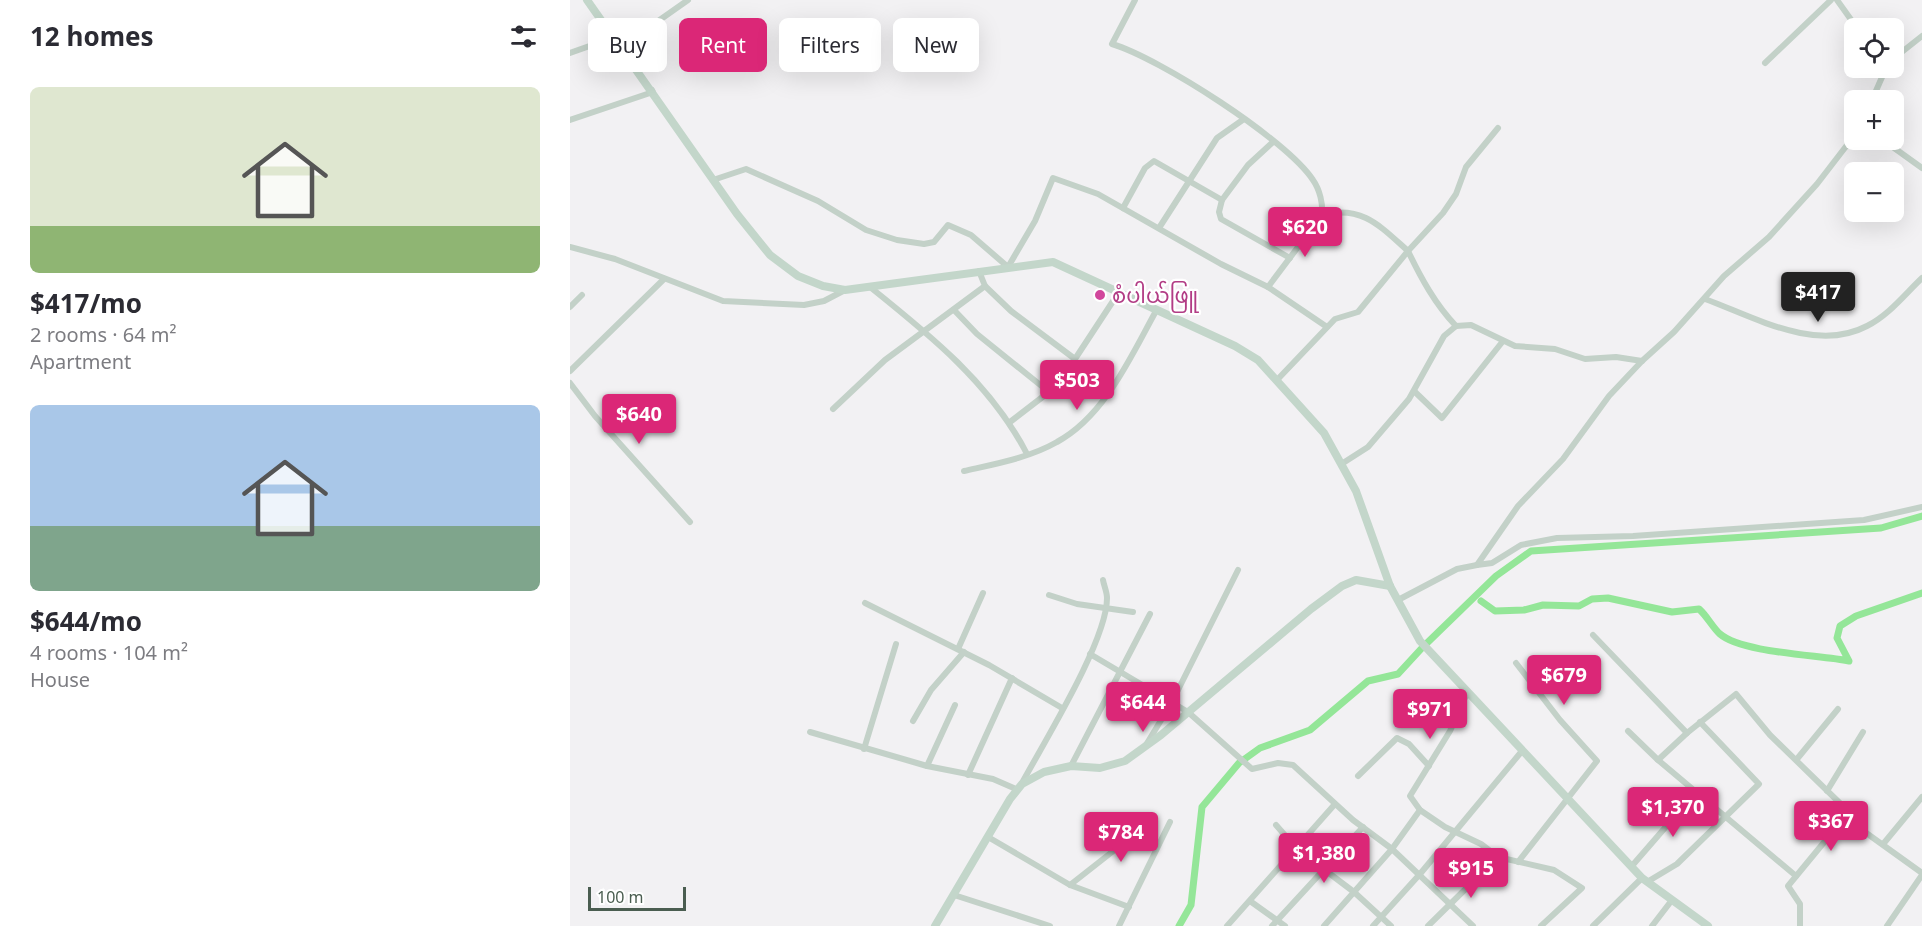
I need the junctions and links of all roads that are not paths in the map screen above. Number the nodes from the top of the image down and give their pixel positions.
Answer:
1 (587, 0) edge
2 (688, 0) edge
3 (1135, 0) edge
4 (1831, 0) edge
5 (1837, 0) edge
6 (601, 18) edge
7 (1850, 18) edge
8 (1922, 36) edge
9 (588, 47) edge
10 (1904, 50) edge
11 (570, 53) edge
12 (1764, 63) dead end
13 (639, 72) edge
14 (653, 92) junction
15 (1244, 119) junction
16 (570, 120) edge
17 (1498, 128) dead end
18 (1273, 142) junction
19 (1844, 148) edge
20 (1897, 150) edge
21 (1922, 168) edge
22 (713, 180) junction
23 (1189, 181) junction
24 (1222, 200) junction
25 (1123, 208) junction
26 (1322, 215) junction
27 (1159, 228) junction
28 (570, 247) edge
29 (1408, 251) junction
30 (1290, 258) junction
31 (1008, 267) junction
32 (979, 271) junction
33 (1922, 278) edge
34 (664, 279) junction
35 (869, 286) junction
36 (985, 286) junction
37 (1268, 287) junction
38 (845, 290) junction
39 (1119, 292) junction
40 (582, 295) dead end
41 (1705, 299) junction
42 (570, 307) edge
43 (954, 309) junction
44 (1156, 310) junction
45 (1456, 326) junction
46 (1327, 327) junction
47 (923, 331) junction
48 (1503, 341) junction
49 (1075, 359) junction
50 (1642, 361) junction
51 (570, 371) edge
52 (1277, 380) junction
53 (570, 383) edge
54 (1414, 391) junction
55 (1049, 392) junction
56 (833, 409) dead end
57 (1010, 422) junction
58 (1027, 454) junction
59 (1343, 464) junction
60 (964, 471) dead end
61 (1922, 507) edge
62 (690, 522) dead end
63 (1477, 565) junction
64 (1238, 570) dead end
65 (1103, 580) dead end
66 (1390, 586) junction
67 (983, 593) dead end
68 (1049, 595) dead end
69 (1398, 600) junction
70 (865, 603) dead end
71 (1105, 609) junction
72 (1133, 612) dead end
73 (1150, 614) dead end
74 (1593, 635) dead end
75 (896, 644) dead end
76 (961, 650) junction
77 (1090, 654) junction
78 (1516, 663) dead end
79 (1122, 673) junction
80 (1012, 678) junction
81 (1467, 693) junction
82 (1172, 702) junction
83 (955, 705) dead end
84 (1062, 708) junction
85 (1838, 709) dead end
86 (1188, 712) junction
87 (914, 721) dead end
88 (1700, 722) junction
89 (1628, 731) dead end
90 (810, 732) dead end
91 (1863, 732) dead end
92 (1687, 733) junction
93 (864, 749) junction
94 (1143, 749) junction
95 (1522, 751) junction
96 (1797, 759) junction
97 (1658, 760) junction
98 (927, 766) junction
99 (1071, 766) junction
100 (1429, 766) junction
101 (968, 775) junction
102 (1358, 776) dead end
103 (1019, 786) junction
104 (1827, 791) junction
105 (1696, 792) junction
106 (1922, 797) edge
107 (1567, 798) junction
108 (1335, 804) junction
109 (1420, 810) junction
110 (1726, 816) junction
111 (1844, 817) junction
112 (1154, 819) dead end
113 (1170, 822) dead end
114 (1276, 825) dead end
115 (1363, 827) junction
116 (1455, 832) junction
117 (988, 837) junction
118 (1884, 843) junction
119 (1297, 849) junction
120 (1392, 849) junction
121 (1498, 857) junction
122 (1518, 862) junction
123 (1631, 867) junction
124 (1325, 870) junction
125 (1420, 874) junction
126 (1922, 874) edge
127 (1796, 876) junction
128 (1644, 880) junction
129 (1070, 885) junction
130 (1354, 892) junction
131 (954, 895) junction
132 (1672, 900) junction
133 (1250, 902) junction
134 (1450, 903) junction
135 (1129, 907) junction
136 (1382, 917) junction
137 (1277, 920) junction
138 (935, 926) edge
139 (1050, 926) edge
140 (1119, 926) edge
141 (1227, 926) edge
142 (1272, 926) edge
143 (1285, 926) edge
144 (1324, 926) edge
145 (1373, 926) edge
146 (1391, 926) edge
147 (1428, 926) edge
148 (1473, 926) edge
149 (1541, 926) edge
150 (1593, 926) edge
151 (1652, 926) edge
152 (1706, 926) edge
153 (1800, 926) edge
154 (1887, 926) edge

1 - 6 street
2 - 14 street
3 - 15 street
4 - 12 street
5 - 7 street
8 - 10 street
9 - 11 street
13 - 14 street
14 - 16 street
14 - 22 street
15 - 18 street
15 - 23 street
17 - 29 street
18 - 24 street
18 - 26 street
19 - 41 street
20 - 21 street
22 - 31 street
22 - 38 street
23 - 24 street
23 - 25 street
23 - 27 street
24 - 30 street
25 - 27 street
25 - 31 street
26 - 29 street
26 - 30 street
27 - 37 street
28 - 34 street
29 - 45 street
29 - 46 street
30 - 37 street
31 - 32 street
31 - 39 street
32 - 35 street
32 - 36 street
33 - 41 street
34 - 38 street
34 - 51 street
35 - 38 street
35 - 47 street
36 - 43 street
36 - 49 street
37 - 46 street
39 - 44 street
39 - 49 street
40 - 42 street
41 - 50 street
43 - 47 street
43 - 55 street
44 - 52 street
44 - 58 street
45 - 48 street
45 - 54 street
46 - 52 street
47 - 56 street
47 - 57 street
48 - 50 street
48 - 54 street
49 - 55 street
50 - 63 street
52 - 59 street
53 - 62 street
54 - 59 street
55 - 57 street
57 - 58 street
58 - 60 street
59 - 66 street
61 - 63 street
63 - 69 street
64 - 82 street
65 - 71 street
66 - 69 street
66 - 86 street
67 - 76 street
68 - 71 street
69 - 81 street
70 - 76 street
71 - 72 street
71 - 77 street
73 - 79 street
74 - 92 street
75 - 93 street
76 - 80 street
76 - 87 street
77 - 79 street
77 - 84 street
78 - 107 street
79 - 82 street
79 - 99 street
80 - 84 street
80 - 101 street
81 - 95 street
81 - 100 street
82 - 86 street
82 - 94 street
83 - 98 street
84 - 103 street
85 - 96 street
86 - 94 street
86 - 108 street
88 - 92 street
88 - 96 street
88 - 110 street
89 - 97 street
90 - 93 street
91 - 104 street
92 - 97 street
93 - 98 street
94 - 99 street
95 - 107 street
95 - 116 street
96 - 104 street
97 - 105 street
98 - 101 street
99 - 103 street
100 - 102 street
100 - 109 street
101 - 103 street
103 - 117 street
104 - 111 street
105 - 110 street
105 - 123 street
106 - 118 street
107 - 122 street
107 - 123 street
108 - 115 street
108 - 119 street
109 - 116 street
109 - 120 street
110 - 127 street
110 - 128 street
111 - 118 street
111 - 127 street
112 - 129 street
113 - 135 street
114 - 119 street
115 - 120 street
115 - 124 street
116 - 121 street
116 - 125 street
117 - 129 street
117 - 131 street
118 - 126 street
119 - 124 street
119 - 133 street
120 - 125 street
120 - 130 street
121 - 122 street
121 - 134 street
122 - 149 street
123 - 128 street
124 - 130 street
124 - 137 street
125 - 134 street
125 - 136 street
126 - 154 street
127 - 153 street
128 - 132 street
128 - 150 street
129 - 135 street
130 - 136 street
130 - 144 street
131 - 138 street
131 - 139 street
132 - 151 street
132 - 152 street
133 - 137 street
133 - 141 street
134 - 147 street
134 - 148 street
135 - 140 street
136 - 145 street
136 - 146 street
137 - 142 street
137 - 143 street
....
_Task instructions_
Copy the listing above exactly, minus the pictures.

_Response box_
I need the junctions and links of all roads that are not paths in the map screen above. Number the nodes from the top of the image down and give their pixel positions.
Answer:
1 (587, 0) edge
2 (688, 0) edge
3 (1135, 0) edge
4 (1831, 0) edge
5 (1837, 0) edge
6 (601, 18) edge
7 (1850, 18) edge
8 (1922, 36) edge
9 (588, 47) edge
10 (1904, 50) edge
11 (570, 53) edge
12 (1764, 63) dead end
13 (639, 72) edge
14 (653, 92) junction
15 (1244, 119) junction
16 (570, 120) edge
17 (1498, 128) dead end
18 (1273, 142) junction
19 (1844, 148) edge
20 (1897, 150) edge
21 (1922, 168) edge
22 (713, 180) junction
23 (1189, 181) junction
24 (1222, 200) junction
25 (1123, 208) junction
26 (1322, 215) junction
27 (1159, 228) junction
28 (570, 247) edge
29 (1408, 251) junction
30 (1290, 258) junction
31 (1008, 267) junction
32 (979, 271) junction
33 (1922, 278) edge
34 (664, 279) junction
35 (869, 286) junction
36 (985, 286) junction
37 (1268, 287) junction
38 (845, 290) junction
39 (1119, 292) junction
40 (582, 295) dead end
41 (1705, 299) junction
42 (570, 307) edge
43 (954, 309) junction
44 (1156, 310) junction
45 (1456, 326) junction
46 (1327, 327) junction
47 (923, 331) junction
48 (1503, 341) junction
49 (1075, 359) junction
50 (1642, 361) junction
51 (570, 371) edge
52 (1277, 380) junction
53 (570, 383) edge
54 (1414, 391) junction
55 (1049, 392) junction
56 (833, 409) dead end
57 (1010, 422) junction
58 (1027, 454) junction
59 (1343, 464) junction
60 (964, 471) dead end
61 (1922, 507) edge
62 (690, 522) dead end
63 (1477, 565) junction
64 (1238, 570) dead end
65 (1103, 580) dead end
66 (1390, 586) junction
67 (983, 593) dead end
68 (1049, 595) dead end
69 (1398, 600) junction
70 (865, 603) dead end
71 (1105, 609) junction
72 (1133, 612) dead end
73 (1150, 614) dead end
74 (1593, 635) dead end
75 (896, 644) dead end
76 (961, 650) junction
77 (1090, 654) junction
78 (1516, 663) dead end
79 (1122, 673) junction
80 (1012, 678) junction
81 (1467, 693) junction
82 (1172, 702) junction
83 (955, 705) dead end
84 (1062, 708) junction
85 (1838, 709) dead end
86 (1188, 712) junction
87 (914, 721) dead end
88 (1700, 722) junction
89 (1628, 731) dead end
90 (810, 732) dead end
91 (1863, 732) dead end
92 (1687, 733) junction
93 (864, 749) junction
94 (1143, 749) junction
95 (1522, 751) junction
96 (1797, 759) junction
97 (1658, 760) junction
98 (927, 766) junction
99 (1071, 766) junction
100 (1429, 766) junction
101 (968, 775) junction
102 (1358, 776) dead end
103 (1019, 786) junction
104 (1827, 791) junction
105 (1696, 792) junction
106 (1922, 797) edge
107 (1567, 798) junction
108 (1335, 804) junction
109 (1420, 810) junction
110 (1726, 816) junction
111 (1844, 817) junction
112 (1154, 819) dead end
113 (1170, 822) dead end
114 (1276, 825) dead end
115 (1363, 827) junction
116 (1455, 832) junction
117 (988, 837) junction
118 (1884, 843) junction
119 (1297, 849) junction
120 (1392, 849) junction
121 (1498, 857) junction
122 (1518, 862) junction
123 (1631, 867) junction
124 (1325, 870) junction
125 (1420, 874) junction
126 (1922, 874) edge
127 (1796, 876) junction
128 (1644, 880) junction
129 (1070, 885) junction
130 (1354, 892) junction
131 (954, 895) junction
132 (1672, 900) junction
133 (1250, 902) junction
134 (1450, 903) junction
135 (1129, 907) junction
136 (1382, 917) junction
137 (1277, 920) junction
138 (935, 926) edge
139 (1050, 926) edge
140 (1119, 926) edge
141 (1227, 926) edge
142 (1272, 926) edge
143 (1285, 926) edge
144 (1324, 926) edge
145 (1373, 926) edge
146 (1391, 926) edge
147 (1428, 926) edge
148 (1473, 926) edge
149 (1541, 926) edge
150 (1593, 926) edge
151 (1652, 926) edge
152 (1706, 926) edge
153 (1800, 926) edge
154 (1887, 926) edge

1 - 6 street
2 - 14 street
3 - 15 street
4 - 12 street
5 - 7 street
8 - 10 street
9 - 11 street
13 - 14 street
14 - 16 street
14 - 22 street
15 - 18 street
15 - 23 street
17 - 29 street
18 - 24 street
18 - 26 street
19 - 41 street
20 - 21 street
22 - 31 street
22 - 38 street
23 - 24 street
23 - 25 street
23 - 27 street
24 - 30 street
25 - 27 street
25 - 31 street
26 - 29 street
26 - 30 street
27 - 37 street
28 - 34 street
29 - 45 street
29 - 46 street
30 - 37 street
31 - 32 street
31 - 39 street
32 - 35 street
32 - 36 street
33 - 41 street
34 - 38 street
34 - 51 street
35 - 38 street
35 - 47 street
36 - 43 street
36 - 49 street
37 - 46 street
39 - 44 street
39 - 49 street
40 - 42 street
41 - 50 street
43 - 47 street
43 - 55 street
44 - 52 street
44 - 58 street
45 - 48 street
45 - 54 street
46 - 52 street
47 - 56 street
47 - 57 street
48 - 50 street
48 - 54 street
49 - 55 street
50 - 63 street
52 - 59 street
53 - 62 street
54 - 59 street
55 - 57 street
57 - 58 street
58 - 60 street
59 - 66 street
61 - 63 street
63 - 69 street
64 - 82 street
65 - 71 street
66 - 69 street
66 - 86 street
67 - 76 street
68 - 71 street
69 - 81 street
70 - 76 street
71 - 72 street
71 - 77 street
73 - 79 street
74 - 92 street
75 - 93 street
76 - 80 street
76 - 87 street
77 - 79 street
77 - 84 street
78 - 107 street
79 - 82 street
79 - 99 street
80 - 84 street
80 - 101 street
81 - 95 street
81 - 100 street
82 - 86 street
82 - 94 street
83 - 98 street
84 - 103 street
85 - 96 street
86 - 94 street
86 - 108 street
88 - 92 street
88 - 96 street
88 - 110 street
89 - 97 street
90 - 93 street
91 - 104 street
92 - 97 street
93 - 98 street
94 - 99 street
95 - 107 street
95 - 116 street
96 - 104 street
97 - 105 street
98 - 101 street
99 - 103 street
100 - 102 street
100 - 109 street
101 - 103 street
103 - 117 street
104 - 111 street
105 - 110 street
105 - 123 street
106 - 118 street
107 - 122 street
107 - 123 street
108 - 115 street
108 - 119 street
109 - 116 street
109 - 120 street
110 - 127 street
110 - 128 street
111 - 118 street
111 - 127 street
112 - 129 street
113 - 135 street
114 - 119 street
115 - 120 street
115 - 124 street
116 - 121 street
116 - 125 street
117 - 129 street
117 - 131 street
118 - 126 street
119 - 124 street
119 - 133 street
120 - 125 street
120 - 130 street
121 - 122 street
121 - 134 street
122 - 149 street
123 - 128 street
124 - 130 street
124 - 137 street
125 - 134 street
125 - 136 street
126 - 154 street
127 - 153 street
128 - 132 street
128 - 150 street
129 - 135 street
130 - 136 street
130 - 144 street
131 - 138 street
131 - 139 street
132 - 151 street
132 - 152 street
133 - 137 street
133 - 141 street
134 - 147 street
134 - 148 street
135 - 140 street
136 - 145 street
136 - 146 street
137 - 142 street
137 - 143 street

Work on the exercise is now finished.